• **About this exercise**: Look through the material that follows and show every line with the string "Vert".
━━━━━ Stored data ━━━━━
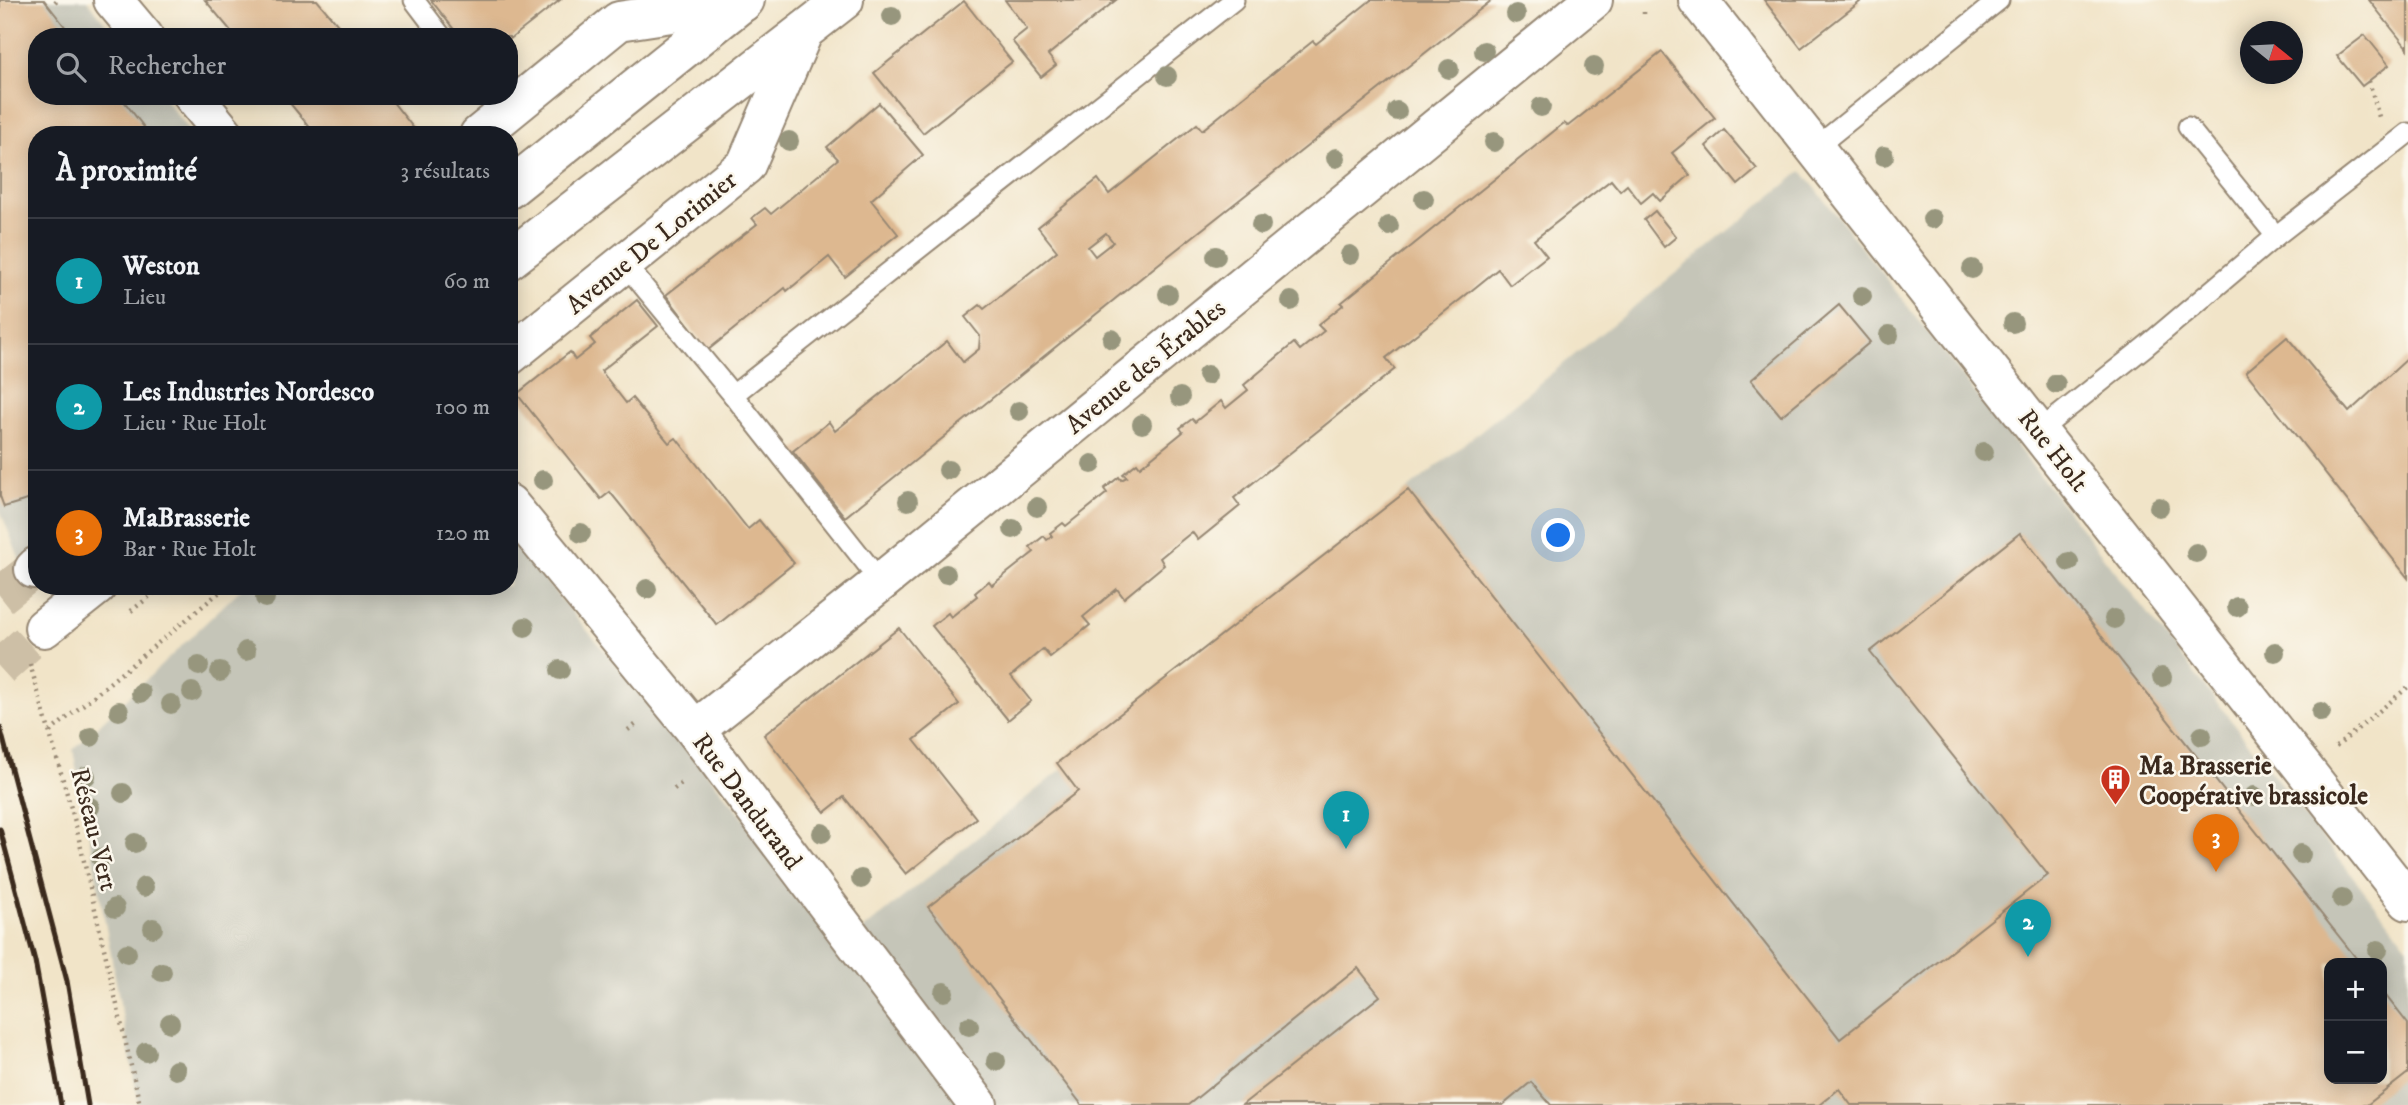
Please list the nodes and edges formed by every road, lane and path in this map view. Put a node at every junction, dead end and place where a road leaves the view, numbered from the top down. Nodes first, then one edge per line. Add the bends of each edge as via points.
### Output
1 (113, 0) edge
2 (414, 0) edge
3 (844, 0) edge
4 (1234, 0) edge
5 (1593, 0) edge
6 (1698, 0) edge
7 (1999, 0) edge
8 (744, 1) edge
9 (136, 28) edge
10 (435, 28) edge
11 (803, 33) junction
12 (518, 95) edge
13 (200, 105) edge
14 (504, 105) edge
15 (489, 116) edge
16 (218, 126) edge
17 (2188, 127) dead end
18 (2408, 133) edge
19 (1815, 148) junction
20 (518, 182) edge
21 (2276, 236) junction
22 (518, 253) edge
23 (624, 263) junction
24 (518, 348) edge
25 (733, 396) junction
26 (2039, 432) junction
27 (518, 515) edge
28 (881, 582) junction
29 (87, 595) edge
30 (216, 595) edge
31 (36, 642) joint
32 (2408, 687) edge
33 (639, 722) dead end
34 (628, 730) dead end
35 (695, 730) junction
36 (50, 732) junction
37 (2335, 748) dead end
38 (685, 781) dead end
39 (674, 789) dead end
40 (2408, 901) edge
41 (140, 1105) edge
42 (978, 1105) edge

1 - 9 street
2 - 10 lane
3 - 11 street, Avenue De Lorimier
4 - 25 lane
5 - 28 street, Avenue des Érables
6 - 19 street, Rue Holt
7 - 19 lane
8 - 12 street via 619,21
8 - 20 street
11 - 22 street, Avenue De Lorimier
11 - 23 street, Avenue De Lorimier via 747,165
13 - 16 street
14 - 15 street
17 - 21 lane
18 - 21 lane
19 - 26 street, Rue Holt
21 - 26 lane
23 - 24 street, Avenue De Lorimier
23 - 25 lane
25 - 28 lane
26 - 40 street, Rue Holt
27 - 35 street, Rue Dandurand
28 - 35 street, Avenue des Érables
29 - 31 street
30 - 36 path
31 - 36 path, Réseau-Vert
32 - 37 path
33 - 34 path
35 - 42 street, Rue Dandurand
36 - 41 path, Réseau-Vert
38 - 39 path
━━━━━
━━━━━ Stored data ━━━━━
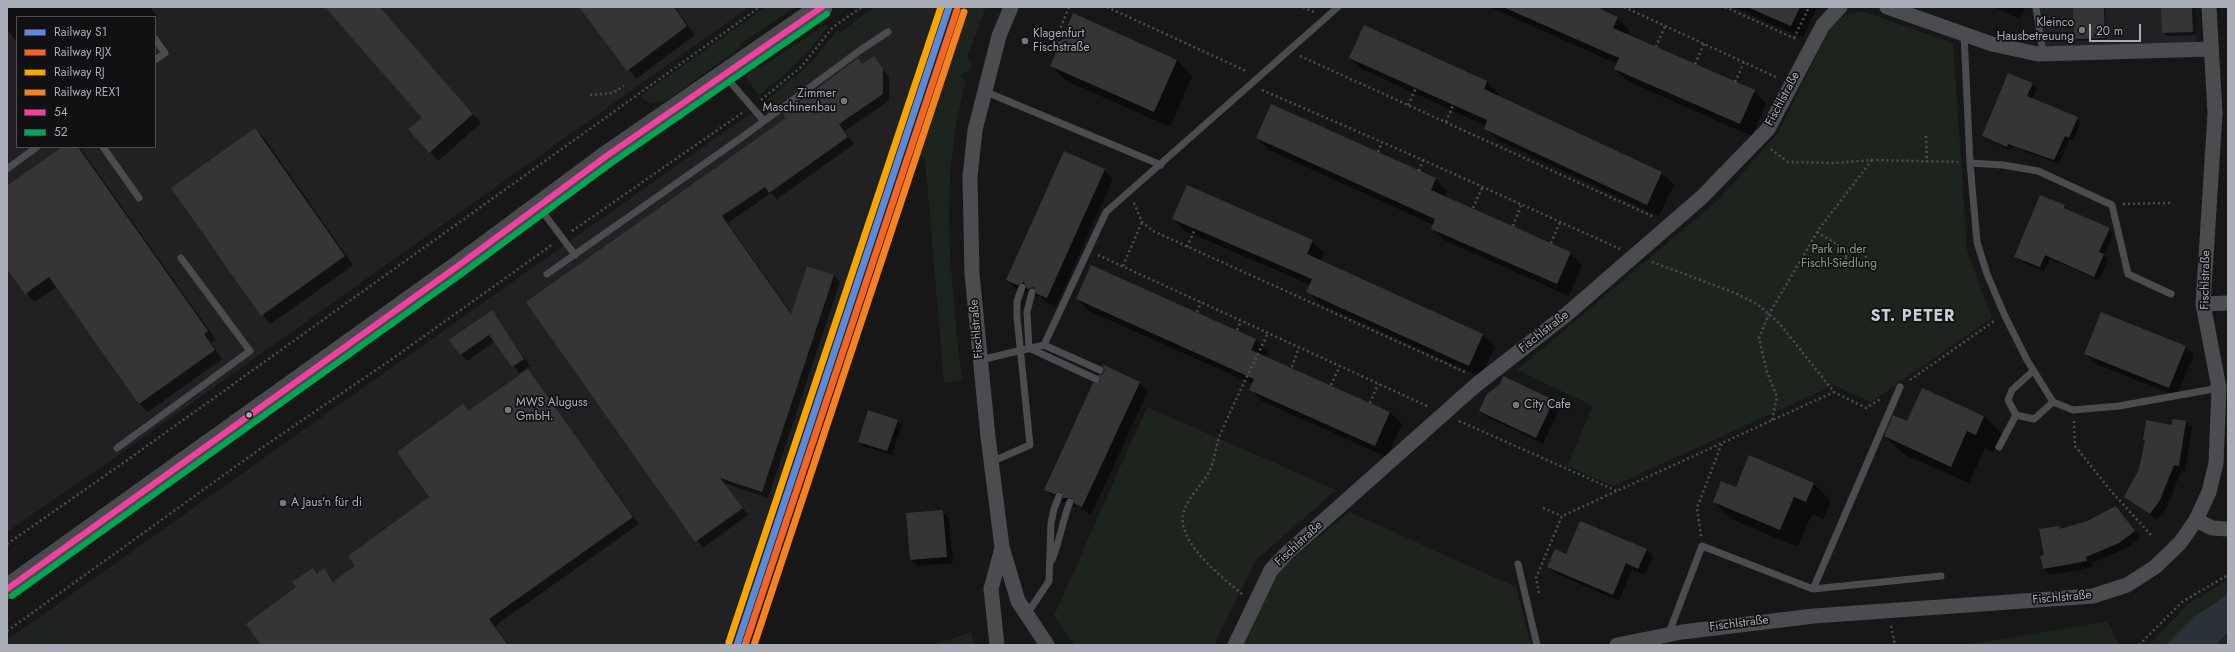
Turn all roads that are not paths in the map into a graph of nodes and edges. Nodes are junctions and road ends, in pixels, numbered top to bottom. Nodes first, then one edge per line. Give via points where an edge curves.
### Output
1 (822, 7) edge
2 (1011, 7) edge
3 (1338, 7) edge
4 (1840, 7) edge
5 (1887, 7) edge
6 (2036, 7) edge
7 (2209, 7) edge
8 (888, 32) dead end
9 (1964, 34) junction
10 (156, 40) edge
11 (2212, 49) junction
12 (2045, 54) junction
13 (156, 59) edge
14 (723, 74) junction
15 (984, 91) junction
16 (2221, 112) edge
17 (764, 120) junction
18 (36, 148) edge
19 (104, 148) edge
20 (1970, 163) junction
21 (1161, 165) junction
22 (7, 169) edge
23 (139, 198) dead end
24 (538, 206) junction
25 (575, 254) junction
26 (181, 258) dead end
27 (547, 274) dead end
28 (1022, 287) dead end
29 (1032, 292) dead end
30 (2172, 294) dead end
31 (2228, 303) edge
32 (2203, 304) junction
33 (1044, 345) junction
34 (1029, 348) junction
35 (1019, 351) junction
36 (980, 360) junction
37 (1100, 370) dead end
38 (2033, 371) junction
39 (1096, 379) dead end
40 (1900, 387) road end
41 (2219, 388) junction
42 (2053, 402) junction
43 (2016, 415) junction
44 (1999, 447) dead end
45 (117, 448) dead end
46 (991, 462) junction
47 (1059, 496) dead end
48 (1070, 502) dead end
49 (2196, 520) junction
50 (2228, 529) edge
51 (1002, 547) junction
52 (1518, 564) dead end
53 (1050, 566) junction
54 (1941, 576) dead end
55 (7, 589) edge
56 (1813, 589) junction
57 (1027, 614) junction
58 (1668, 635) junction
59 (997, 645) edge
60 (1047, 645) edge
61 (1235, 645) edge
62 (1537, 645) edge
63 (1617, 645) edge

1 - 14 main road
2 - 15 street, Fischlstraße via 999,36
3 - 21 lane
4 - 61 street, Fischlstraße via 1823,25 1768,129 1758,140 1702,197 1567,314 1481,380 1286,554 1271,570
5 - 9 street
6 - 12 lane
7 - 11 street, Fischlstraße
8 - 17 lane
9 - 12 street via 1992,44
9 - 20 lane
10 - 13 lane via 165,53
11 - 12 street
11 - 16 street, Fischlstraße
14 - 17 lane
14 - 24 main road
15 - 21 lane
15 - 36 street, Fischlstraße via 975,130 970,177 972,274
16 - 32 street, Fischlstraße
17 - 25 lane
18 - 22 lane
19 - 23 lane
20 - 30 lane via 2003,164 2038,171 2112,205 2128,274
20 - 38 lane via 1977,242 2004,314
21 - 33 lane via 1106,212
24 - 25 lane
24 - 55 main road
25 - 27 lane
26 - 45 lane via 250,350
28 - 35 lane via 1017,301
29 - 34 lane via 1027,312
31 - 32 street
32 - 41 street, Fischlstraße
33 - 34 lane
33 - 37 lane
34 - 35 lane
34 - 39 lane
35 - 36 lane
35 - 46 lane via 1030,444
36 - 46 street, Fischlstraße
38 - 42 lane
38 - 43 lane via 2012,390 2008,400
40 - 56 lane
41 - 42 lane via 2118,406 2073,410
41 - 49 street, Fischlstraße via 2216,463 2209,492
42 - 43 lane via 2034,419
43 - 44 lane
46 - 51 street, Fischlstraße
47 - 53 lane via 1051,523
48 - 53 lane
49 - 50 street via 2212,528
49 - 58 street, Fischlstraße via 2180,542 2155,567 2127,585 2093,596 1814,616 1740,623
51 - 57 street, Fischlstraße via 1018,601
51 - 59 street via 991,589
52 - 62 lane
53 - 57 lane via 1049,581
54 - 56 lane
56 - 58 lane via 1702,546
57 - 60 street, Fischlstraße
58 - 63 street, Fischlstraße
━━━━━
• **Solved problem**:
31 - 36 path, Réseau-Vert
36 - 41 path, Réseau-Vert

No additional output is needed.